**Problem details:**
Write out the lines starting at the one that holds "index tip: (1257, 867)" and ending with the final line of the data, exactly and with no others.

**Given data:**

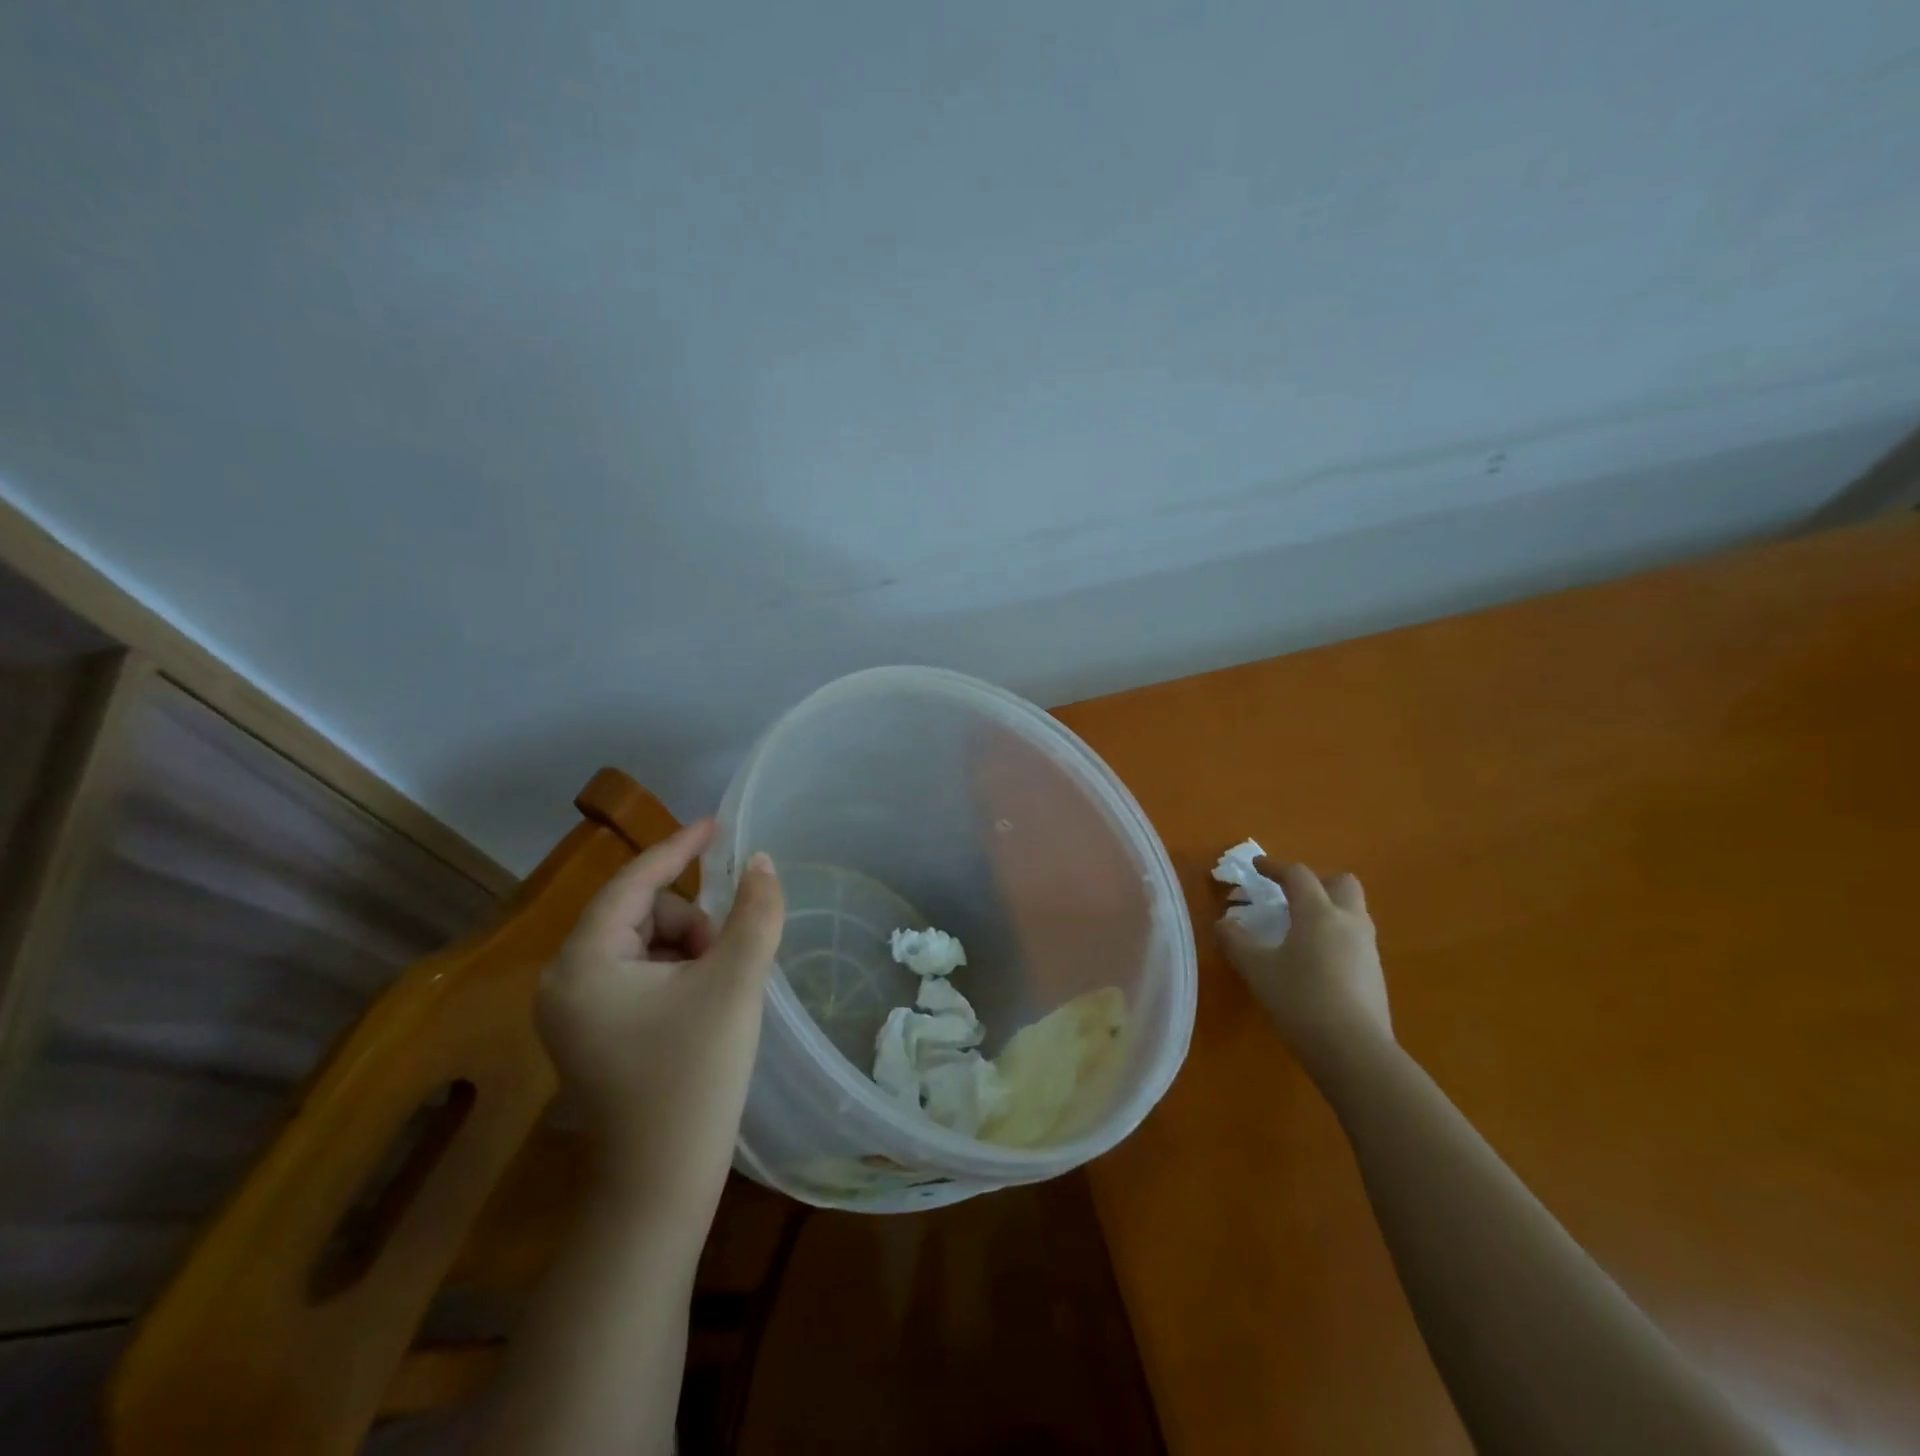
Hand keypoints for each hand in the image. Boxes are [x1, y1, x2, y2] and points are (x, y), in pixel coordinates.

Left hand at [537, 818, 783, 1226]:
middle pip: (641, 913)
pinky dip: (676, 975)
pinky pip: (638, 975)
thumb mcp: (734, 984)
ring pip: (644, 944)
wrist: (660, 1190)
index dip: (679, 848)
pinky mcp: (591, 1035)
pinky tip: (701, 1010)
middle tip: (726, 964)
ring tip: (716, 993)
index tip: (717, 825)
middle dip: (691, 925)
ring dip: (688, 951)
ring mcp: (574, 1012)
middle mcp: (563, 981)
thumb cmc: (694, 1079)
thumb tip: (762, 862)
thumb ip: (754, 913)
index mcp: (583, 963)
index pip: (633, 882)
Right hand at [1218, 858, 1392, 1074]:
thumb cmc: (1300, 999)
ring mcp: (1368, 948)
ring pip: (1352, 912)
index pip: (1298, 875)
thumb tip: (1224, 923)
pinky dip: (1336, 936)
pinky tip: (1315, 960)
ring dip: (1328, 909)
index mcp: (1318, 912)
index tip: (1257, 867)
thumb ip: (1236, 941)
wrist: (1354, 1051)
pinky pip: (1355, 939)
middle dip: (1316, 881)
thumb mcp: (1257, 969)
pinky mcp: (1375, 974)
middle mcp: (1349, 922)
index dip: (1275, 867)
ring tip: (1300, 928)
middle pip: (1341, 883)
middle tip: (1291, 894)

**Task response:**
index tip: (1257, 867)
thumb ip: (1236, 941)
wrist: (1354, 1051)
pinky pip: (1355, 939)
middle dip: (1316, 881)
thumb mcp: (1257, 969)
pinky mcp: (1375, 974)
middle mcp: (1349, 922)
index dip: (1275, 867)
ring tip: (1300, 928)
middle pip: (1341, 883)
middle tip: (1291, 894)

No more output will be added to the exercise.